# Spinning artyarn



## Cdambro (Dec 30, 2013)

I just happened accross this video making funky yarn and it is so neat. Hope you enjoy watching.


----------



## mama879 (Jan 27, 2011)

Very cool. But I do not think flowers would work on my wheel. Might have to try it just for fun though. I love the roving she was playing with, yum yum yum.


----------



## deenashoemaker (Nov 9, 2014)

interesting. I've seen alot of videos on art yarn, but would like to see something knitted with it. ( I'm so short on wool, I'd hate to waste it making a mess)


----------



## Jacktana (Nov 20, 2011)

Wow, she made that look so easy - I know what I'd be left with - one huge mess at my feet. LOL Thanks for the link.


----------



## beaulynd (Apr 18, 2015)

Wow! Thank you for the video. I thought that you needed a spinning wheel with a large orifice to spin art yarn especially if you try to put flowers on like she did, but you don't. 
So cool. It is going to be another hot day here today. I may have to dig through my stash and see if I can spin some art yarn. Inside


----------



## sockyarn (Jan 26, 2011)

I would have enjoyed it much more if she didn't think she was talking to a three year old.


----------



## wordancer (May 4, 2011)

sockyarn said:


> I would have enjoyed it much more if she didn't think she was talking to a three year old.


Ditto!


----------



## Cdambro (Dec 30, 2013)

wordancer said:


> Ditto!


Lol. Yes, she talks like she is talking to a 3 y/o but, since I am brand new to spinning, I feel like a 3 y/o.


----------



## beaulynd (Apr 18, 2015)

She sound as though she was talking to a three year old. I just figured that was the way she spoke so I ignored her tone and watched her hands work.


----------



## DanielS (Mar 2, 2016)

It was fun to watch without the sound. I, too, wonder what in the heck one makes with art yarn. A funky dishcloth?


----------



## ptober (Mar 24, 2011)

I would like to see what is knitted with the art yarns. I think they would be fun to make but are they practical??


----------



## Cdambro (Dec 30, 2013)

ptober said:


> I would like to see what is knitted with the art yarns. I think they would be fun to make but are they practical??

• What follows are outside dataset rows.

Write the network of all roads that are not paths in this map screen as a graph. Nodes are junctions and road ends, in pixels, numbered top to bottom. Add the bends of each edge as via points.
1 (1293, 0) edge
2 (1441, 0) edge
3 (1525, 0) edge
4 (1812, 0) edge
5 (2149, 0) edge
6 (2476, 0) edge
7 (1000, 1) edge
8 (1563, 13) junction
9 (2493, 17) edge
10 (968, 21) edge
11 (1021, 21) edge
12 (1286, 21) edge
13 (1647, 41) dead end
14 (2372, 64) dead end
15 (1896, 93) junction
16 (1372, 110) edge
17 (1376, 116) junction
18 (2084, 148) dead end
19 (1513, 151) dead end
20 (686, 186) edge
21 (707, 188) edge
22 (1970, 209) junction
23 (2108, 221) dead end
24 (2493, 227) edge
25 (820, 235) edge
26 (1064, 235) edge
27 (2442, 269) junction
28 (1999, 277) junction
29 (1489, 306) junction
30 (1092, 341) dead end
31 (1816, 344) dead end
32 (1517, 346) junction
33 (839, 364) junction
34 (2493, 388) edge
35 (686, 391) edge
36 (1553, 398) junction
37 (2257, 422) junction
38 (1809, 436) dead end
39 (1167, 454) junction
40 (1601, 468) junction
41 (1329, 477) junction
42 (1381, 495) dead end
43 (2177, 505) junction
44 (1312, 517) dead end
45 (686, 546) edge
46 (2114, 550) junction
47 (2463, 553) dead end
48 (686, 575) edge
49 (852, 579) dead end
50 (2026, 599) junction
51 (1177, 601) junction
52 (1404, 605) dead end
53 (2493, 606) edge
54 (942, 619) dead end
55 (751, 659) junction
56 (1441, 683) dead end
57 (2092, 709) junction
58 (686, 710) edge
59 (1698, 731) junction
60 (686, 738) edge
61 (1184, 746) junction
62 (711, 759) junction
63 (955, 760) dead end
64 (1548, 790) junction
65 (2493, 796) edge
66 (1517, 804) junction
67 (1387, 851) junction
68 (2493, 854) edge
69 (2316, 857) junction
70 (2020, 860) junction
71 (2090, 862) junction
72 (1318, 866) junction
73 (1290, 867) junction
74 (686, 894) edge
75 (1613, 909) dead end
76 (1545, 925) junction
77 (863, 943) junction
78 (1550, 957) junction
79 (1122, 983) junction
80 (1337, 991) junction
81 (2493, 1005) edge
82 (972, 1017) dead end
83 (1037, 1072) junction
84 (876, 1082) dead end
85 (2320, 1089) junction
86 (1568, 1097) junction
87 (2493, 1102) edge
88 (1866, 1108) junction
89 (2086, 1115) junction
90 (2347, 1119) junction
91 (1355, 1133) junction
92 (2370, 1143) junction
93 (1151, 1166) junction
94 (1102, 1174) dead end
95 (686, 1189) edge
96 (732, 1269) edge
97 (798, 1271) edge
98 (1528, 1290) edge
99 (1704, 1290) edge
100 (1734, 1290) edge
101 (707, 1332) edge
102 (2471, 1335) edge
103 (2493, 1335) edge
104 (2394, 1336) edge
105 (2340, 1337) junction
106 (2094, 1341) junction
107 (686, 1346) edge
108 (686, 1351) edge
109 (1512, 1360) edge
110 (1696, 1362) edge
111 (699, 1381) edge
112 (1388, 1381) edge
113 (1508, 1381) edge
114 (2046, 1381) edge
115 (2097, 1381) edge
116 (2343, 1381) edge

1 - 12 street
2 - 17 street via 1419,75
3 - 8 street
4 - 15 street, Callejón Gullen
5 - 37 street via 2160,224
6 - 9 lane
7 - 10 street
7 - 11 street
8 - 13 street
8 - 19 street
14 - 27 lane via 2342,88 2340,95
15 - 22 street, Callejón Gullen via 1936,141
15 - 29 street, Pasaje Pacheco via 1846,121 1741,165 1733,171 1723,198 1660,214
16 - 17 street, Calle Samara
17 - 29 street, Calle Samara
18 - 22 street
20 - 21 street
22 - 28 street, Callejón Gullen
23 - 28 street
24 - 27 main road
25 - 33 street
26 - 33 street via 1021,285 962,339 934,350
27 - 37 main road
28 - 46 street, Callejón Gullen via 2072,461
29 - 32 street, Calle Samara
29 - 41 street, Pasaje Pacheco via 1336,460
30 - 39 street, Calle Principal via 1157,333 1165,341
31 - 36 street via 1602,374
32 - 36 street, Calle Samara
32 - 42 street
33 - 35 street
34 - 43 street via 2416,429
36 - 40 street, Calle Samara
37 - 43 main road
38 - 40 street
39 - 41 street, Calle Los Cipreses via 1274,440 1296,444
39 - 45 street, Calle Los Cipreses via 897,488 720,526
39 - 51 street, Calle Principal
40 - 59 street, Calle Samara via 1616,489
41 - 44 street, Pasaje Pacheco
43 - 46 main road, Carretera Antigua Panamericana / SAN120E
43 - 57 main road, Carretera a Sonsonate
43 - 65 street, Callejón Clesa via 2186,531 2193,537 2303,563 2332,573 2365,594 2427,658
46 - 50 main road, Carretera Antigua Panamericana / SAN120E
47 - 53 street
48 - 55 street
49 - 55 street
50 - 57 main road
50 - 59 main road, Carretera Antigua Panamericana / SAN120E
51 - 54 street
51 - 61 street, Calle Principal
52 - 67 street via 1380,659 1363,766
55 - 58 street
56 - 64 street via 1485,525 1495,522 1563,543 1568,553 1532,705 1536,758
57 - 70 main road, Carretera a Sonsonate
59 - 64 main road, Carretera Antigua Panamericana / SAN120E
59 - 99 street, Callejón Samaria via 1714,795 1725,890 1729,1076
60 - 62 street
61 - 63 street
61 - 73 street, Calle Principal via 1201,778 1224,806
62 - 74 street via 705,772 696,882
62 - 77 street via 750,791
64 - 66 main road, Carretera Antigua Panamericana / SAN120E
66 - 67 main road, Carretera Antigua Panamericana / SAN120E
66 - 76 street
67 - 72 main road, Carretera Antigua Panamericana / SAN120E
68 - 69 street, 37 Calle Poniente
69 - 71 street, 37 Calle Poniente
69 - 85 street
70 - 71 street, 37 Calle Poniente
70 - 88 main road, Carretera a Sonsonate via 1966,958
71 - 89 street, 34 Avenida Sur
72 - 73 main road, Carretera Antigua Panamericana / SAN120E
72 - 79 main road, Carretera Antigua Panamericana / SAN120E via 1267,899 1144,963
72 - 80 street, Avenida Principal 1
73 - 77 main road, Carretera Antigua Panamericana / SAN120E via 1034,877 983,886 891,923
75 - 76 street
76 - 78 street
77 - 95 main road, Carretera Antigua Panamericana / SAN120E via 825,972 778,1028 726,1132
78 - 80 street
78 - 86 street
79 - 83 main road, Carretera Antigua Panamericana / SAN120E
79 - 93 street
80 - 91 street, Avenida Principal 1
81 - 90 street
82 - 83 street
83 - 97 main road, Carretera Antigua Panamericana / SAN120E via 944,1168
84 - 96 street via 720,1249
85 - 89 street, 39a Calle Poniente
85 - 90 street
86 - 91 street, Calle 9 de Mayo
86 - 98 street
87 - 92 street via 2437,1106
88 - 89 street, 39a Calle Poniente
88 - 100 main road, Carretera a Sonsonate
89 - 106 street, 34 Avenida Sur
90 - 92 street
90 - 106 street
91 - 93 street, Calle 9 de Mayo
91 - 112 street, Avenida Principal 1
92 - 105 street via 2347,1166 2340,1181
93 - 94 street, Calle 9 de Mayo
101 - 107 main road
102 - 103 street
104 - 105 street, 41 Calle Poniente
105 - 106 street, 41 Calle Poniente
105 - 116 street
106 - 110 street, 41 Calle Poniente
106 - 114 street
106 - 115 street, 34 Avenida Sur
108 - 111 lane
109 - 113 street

I think they are fun to do and there are lots of YouTube videos to learn from. I have put art yarn in things like shawls/scarves. Art yarn would be nice to boarder a hat. I have seen art yarn used more extensively and love that so I guess it is just a personal preference. I have been spinning for over a year now, and art yarns are what always caught my interest but I know they aren't for everyone.

I didn't make these mitts but here is an example of art yarn as a cuff.


----------



## ptober (Mar 24, 2011)

Really cute!!


----------



## Cdambro (Dec 30, 2013)

Those who weave often incorporate art yarn into their weaving. I love how that looks, too.

Also wanted to add, Ptober, your spinning is beautiful.


----------